*** PROVIDED RECORDS Section Begins ***

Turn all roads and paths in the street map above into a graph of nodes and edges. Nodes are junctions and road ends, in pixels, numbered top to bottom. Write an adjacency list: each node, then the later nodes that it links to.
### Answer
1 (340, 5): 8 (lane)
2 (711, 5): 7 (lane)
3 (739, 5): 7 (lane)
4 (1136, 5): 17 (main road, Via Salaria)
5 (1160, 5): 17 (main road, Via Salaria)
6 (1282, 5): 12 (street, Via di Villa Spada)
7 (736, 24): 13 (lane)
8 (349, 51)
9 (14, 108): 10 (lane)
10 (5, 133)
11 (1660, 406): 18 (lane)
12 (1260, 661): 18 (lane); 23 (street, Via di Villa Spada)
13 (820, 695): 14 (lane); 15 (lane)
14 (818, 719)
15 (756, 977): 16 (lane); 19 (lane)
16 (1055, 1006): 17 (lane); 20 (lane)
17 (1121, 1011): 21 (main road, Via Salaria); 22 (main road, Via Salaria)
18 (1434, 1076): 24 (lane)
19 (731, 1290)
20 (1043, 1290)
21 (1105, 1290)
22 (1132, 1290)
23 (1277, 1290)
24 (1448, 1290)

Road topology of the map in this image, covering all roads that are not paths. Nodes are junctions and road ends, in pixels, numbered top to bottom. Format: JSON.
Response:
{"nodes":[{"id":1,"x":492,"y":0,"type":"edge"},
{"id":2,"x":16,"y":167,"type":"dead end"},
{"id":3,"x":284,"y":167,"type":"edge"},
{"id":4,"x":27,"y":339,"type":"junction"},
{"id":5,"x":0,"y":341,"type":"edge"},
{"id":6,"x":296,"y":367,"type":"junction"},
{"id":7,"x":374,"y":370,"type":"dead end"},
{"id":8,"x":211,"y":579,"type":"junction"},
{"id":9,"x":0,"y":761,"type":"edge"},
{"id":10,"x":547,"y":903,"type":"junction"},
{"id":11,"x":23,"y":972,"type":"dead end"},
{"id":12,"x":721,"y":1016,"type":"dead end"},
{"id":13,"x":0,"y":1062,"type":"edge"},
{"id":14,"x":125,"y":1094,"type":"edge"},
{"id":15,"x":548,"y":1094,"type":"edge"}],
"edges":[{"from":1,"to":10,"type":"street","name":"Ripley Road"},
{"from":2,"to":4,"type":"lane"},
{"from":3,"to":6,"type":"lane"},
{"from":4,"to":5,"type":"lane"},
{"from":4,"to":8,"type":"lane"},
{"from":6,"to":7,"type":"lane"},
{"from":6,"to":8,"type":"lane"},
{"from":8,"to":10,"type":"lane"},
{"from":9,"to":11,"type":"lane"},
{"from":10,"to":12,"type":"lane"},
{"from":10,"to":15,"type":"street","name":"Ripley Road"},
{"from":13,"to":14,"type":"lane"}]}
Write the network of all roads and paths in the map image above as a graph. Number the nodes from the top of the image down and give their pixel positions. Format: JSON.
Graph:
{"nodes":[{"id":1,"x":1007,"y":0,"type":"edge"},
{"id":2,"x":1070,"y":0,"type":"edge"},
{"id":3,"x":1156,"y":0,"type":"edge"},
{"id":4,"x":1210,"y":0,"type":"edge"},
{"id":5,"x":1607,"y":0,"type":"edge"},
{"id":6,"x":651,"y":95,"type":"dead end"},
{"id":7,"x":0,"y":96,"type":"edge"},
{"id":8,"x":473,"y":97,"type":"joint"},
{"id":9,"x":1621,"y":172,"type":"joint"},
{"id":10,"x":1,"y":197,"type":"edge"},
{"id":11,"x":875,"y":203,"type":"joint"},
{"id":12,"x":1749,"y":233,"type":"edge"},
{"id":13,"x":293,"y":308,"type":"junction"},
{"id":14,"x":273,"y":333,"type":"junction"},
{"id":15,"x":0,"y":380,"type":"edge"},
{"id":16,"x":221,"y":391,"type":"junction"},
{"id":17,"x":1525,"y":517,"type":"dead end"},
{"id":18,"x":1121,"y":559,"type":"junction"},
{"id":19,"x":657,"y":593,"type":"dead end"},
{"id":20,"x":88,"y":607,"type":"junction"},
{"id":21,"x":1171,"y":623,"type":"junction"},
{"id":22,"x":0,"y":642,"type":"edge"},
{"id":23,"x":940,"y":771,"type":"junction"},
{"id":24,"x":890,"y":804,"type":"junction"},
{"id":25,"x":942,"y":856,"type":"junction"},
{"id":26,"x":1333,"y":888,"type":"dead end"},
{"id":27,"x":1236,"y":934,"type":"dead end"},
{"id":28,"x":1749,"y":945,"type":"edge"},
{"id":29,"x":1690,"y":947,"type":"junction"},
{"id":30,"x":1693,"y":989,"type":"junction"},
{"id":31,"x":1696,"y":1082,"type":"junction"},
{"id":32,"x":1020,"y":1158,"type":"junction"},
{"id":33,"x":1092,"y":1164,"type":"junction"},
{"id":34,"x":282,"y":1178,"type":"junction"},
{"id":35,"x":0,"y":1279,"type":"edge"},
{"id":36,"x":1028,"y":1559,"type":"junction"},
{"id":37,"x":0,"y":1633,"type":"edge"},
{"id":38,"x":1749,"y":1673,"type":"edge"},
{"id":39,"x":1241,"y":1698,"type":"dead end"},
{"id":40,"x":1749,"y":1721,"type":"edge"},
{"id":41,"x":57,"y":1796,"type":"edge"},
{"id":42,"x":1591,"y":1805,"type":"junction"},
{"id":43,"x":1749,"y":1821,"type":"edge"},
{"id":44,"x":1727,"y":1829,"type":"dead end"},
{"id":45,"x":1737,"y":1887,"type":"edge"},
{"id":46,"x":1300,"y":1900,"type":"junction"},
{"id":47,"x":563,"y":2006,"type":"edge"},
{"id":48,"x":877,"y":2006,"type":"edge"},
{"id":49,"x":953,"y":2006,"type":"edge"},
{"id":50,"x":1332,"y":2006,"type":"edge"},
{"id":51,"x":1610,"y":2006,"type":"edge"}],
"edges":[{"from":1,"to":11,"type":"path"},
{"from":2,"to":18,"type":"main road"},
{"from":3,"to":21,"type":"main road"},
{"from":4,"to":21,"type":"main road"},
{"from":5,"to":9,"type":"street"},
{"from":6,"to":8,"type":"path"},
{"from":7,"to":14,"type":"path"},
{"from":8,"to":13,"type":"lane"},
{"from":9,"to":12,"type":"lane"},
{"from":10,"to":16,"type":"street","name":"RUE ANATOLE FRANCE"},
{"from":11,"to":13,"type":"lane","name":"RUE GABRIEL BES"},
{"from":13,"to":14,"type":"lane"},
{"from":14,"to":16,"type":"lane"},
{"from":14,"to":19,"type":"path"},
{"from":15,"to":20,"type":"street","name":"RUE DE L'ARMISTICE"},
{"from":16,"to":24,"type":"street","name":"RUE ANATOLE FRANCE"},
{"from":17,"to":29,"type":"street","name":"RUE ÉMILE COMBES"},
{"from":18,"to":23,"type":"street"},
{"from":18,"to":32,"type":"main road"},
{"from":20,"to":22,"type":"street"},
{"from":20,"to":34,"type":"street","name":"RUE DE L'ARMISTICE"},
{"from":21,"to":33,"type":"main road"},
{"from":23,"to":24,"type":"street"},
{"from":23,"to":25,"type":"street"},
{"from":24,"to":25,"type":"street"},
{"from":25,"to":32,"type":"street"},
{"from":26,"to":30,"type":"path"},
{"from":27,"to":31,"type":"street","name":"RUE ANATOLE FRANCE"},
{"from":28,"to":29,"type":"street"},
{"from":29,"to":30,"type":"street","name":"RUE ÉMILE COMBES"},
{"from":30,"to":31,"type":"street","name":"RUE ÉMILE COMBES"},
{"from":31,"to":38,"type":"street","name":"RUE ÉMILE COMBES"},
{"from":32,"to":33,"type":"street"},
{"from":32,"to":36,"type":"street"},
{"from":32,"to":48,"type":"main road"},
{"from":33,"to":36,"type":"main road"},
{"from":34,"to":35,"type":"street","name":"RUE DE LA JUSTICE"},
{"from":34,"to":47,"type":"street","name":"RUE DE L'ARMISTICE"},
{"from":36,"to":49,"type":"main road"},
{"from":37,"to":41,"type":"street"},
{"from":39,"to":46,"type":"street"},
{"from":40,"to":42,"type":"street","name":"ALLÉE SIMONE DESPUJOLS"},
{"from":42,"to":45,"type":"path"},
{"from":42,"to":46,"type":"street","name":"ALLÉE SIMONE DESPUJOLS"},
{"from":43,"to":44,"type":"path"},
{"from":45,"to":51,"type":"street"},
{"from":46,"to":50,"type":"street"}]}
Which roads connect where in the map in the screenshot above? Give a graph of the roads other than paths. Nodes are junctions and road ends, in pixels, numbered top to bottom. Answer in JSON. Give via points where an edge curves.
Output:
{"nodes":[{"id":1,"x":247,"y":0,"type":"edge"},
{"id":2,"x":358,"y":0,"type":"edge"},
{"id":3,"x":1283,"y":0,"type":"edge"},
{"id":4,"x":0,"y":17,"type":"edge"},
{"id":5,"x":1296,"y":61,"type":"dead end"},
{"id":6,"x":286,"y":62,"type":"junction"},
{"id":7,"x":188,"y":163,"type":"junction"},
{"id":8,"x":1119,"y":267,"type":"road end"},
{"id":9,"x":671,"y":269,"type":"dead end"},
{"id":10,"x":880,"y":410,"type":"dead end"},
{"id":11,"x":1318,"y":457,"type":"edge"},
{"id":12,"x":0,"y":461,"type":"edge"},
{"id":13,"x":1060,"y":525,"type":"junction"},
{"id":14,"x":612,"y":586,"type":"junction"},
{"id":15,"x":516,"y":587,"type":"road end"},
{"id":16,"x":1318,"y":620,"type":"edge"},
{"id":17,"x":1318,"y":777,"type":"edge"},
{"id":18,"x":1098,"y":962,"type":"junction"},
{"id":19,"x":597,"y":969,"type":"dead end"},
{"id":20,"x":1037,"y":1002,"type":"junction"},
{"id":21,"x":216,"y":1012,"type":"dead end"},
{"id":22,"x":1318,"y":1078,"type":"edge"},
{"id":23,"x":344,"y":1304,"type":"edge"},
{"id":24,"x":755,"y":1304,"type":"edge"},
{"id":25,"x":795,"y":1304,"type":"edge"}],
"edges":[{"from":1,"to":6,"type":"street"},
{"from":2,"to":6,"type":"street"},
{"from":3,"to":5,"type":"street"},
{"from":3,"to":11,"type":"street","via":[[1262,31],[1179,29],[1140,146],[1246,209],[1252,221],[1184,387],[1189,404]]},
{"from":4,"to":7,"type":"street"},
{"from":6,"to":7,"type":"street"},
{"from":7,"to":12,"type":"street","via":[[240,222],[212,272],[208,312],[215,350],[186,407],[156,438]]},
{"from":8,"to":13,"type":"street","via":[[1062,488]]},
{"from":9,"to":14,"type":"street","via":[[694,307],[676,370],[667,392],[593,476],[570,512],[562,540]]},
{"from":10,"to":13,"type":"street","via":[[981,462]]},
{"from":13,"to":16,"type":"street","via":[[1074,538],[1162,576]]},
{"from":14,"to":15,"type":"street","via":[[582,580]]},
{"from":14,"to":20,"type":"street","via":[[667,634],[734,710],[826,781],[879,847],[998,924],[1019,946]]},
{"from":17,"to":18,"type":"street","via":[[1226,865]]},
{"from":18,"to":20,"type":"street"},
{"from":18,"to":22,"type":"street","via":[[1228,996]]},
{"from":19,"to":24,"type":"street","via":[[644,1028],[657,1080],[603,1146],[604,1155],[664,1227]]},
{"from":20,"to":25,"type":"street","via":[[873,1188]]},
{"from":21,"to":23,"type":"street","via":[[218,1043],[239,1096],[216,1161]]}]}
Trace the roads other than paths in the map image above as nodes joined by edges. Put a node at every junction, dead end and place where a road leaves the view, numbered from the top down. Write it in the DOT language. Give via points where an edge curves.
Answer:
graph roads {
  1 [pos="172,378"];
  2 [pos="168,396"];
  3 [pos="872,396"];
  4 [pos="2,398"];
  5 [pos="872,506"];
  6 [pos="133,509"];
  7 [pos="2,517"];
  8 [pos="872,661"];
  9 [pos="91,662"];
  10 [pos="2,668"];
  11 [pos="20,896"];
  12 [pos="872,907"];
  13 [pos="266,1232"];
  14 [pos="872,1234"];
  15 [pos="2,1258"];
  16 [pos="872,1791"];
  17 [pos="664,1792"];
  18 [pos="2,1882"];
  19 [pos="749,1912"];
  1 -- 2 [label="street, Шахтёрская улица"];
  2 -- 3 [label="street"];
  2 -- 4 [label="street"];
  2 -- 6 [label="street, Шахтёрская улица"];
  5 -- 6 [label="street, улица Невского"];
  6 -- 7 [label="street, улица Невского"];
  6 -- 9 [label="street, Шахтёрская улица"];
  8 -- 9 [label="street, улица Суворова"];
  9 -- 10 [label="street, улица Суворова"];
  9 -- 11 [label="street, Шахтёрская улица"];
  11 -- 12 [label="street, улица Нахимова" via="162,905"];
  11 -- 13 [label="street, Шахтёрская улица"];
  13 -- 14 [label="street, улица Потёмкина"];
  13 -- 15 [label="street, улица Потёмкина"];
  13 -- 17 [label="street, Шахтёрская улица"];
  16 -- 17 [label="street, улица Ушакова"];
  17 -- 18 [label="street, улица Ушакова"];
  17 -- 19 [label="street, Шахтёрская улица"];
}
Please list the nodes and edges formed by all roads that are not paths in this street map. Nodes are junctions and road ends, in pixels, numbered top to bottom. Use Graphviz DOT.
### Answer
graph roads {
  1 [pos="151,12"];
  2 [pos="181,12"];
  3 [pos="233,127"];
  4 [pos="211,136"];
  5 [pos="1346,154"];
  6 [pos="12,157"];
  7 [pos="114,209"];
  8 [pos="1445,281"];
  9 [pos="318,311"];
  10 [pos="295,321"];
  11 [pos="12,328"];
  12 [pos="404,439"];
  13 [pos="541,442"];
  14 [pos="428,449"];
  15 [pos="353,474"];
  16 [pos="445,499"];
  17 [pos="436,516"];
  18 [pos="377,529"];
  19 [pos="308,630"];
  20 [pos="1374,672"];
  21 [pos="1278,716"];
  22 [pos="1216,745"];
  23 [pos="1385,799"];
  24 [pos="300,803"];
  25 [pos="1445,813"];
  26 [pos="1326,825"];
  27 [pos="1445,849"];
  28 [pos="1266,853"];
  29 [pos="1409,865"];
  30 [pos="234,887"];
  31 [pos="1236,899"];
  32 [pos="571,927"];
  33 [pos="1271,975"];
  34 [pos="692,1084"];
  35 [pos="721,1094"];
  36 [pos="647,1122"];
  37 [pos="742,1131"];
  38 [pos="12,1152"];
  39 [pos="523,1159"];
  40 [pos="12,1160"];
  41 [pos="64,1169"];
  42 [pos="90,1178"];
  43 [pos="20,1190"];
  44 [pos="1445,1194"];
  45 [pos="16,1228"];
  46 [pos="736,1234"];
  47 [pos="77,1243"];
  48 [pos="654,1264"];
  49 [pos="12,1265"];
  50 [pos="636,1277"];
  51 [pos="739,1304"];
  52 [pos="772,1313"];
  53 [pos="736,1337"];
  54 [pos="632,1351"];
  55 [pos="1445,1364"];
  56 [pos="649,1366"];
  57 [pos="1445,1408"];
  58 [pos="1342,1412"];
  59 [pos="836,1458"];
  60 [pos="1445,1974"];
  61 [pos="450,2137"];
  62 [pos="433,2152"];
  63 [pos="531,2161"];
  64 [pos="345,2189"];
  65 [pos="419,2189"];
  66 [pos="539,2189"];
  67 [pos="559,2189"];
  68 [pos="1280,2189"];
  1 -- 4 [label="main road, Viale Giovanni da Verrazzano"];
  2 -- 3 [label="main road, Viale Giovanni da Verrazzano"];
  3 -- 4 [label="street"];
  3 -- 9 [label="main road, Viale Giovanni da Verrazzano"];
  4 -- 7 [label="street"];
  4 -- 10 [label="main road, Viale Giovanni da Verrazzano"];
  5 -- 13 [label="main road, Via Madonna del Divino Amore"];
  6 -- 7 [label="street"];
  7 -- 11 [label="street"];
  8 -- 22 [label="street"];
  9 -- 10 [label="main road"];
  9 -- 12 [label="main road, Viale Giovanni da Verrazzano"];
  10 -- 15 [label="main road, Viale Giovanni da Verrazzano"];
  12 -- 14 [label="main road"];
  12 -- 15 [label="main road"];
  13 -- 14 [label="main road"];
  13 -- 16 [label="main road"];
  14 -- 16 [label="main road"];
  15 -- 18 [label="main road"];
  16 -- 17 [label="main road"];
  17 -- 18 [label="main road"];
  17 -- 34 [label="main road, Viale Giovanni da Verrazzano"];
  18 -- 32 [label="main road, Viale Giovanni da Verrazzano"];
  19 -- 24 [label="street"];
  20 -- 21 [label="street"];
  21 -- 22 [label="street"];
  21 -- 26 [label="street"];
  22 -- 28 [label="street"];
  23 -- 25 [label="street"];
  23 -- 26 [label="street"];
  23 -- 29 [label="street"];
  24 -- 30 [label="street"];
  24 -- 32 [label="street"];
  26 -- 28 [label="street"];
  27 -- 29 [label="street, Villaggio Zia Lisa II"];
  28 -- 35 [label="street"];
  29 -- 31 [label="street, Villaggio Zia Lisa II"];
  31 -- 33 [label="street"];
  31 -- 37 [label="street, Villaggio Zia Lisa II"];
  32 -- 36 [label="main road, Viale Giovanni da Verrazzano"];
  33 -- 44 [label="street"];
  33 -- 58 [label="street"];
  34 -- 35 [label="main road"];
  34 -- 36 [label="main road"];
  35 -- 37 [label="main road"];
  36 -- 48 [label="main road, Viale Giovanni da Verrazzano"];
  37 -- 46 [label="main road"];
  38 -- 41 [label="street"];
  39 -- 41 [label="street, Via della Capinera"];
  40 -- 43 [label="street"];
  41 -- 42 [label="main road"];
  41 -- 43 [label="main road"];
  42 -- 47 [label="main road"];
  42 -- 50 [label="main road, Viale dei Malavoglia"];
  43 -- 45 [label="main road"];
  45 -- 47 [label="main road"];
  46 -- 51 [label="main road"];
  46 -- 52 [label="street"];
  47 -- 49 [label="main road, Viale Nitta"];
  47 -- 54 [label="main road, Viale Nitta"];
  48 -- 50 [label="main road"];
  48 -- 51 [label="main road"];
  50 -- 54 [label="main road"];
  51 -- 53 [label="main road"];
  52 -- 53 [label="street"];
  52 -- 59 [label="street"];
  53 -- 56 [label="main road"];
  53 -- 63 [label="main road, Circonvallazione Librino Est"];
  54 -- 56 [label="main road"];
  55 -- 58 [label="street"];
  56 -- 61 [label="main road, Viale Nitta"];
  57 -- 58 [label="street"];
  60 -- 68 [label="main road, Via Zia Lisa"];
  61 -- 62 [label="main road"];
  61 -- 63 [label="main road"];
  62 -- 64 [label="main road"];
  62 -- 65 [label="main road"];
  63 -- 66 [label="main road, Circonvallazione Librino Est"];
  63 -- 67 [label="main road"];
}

*** PROVIDED RECORDS Section Ends ***

● TASK REQUIREMENTS
Return a word-for-word copy of the lines above from the one holding "Road topology of" through the one holding "Write the network", with both of them included and nothing besides.

● WRITTEN REPLY
Road topology of the map in this image, covering all roads that are not paths. Nodes are junctions and road ends, in pixels, numbered top to bottom. Format: JSON.
Response:
{"nodes":[{"id":1,"x":492,"y":0,"type":"edge"},
{"id":2,"x":16,"y":167,"type":"dead end"},
{"id":3,"x":284,"y":167,"type":"edge"},
{"id":4,"x":27,"y":339,"type":"junction"},
{"id":5,"x":0,"y":341,"type":"edge"},
{"id":6,"x":296,"y":367,"type":"junction"},
{"id":7,"x":374,"y":370,"type":"dead end"},
{"id":8,"x":211,"y":579,"type":"junction"},
{"id":9,"x":0,"y":761,"type":"edge"},
{"id":10,"x":547,"y":903,"type":"junction"},
{"id":11,"x":23,"y":972,"type":"dead end"},
{"id":12,"x":721,"y":1016,"type":"dead end"},
{"id":13,"x":0,"y":1062,"type":"edge"},
{"id":14,"x":125,"y":1094,"type":"edge"},
{"id":15,"x":548,"y":1094,"type":"edge"}],
"edges":[{"from":1,"to":10,"type":"street","name":"Ripley Road"},
{"from":2,"to":4,"type":"lane"},
{"from":3,"to":6,"type":"lane"},
{"from":4,"to":5,"type":"lane"},
{"from":4,"to":8,"type":"lane"},
{"from":6,"to":7,"type":"lane"},
{"from":6,"to":8,"type":"lane"},
{"from":8,"to":10,"type":"lane"},
{"from":9,"to":11,"type":"lane"},
{"from":10,"to":12,"type":"lane"},
{"from":10,"to":15,"type":"street","name":"Ripley Road"},
{"from":13,"to":14,"type":"lane"}]}
Write the network of all roads and paths in the map image above as a graph. Number the nodes from the top of the image down and give their pixel positions. Format: JSON.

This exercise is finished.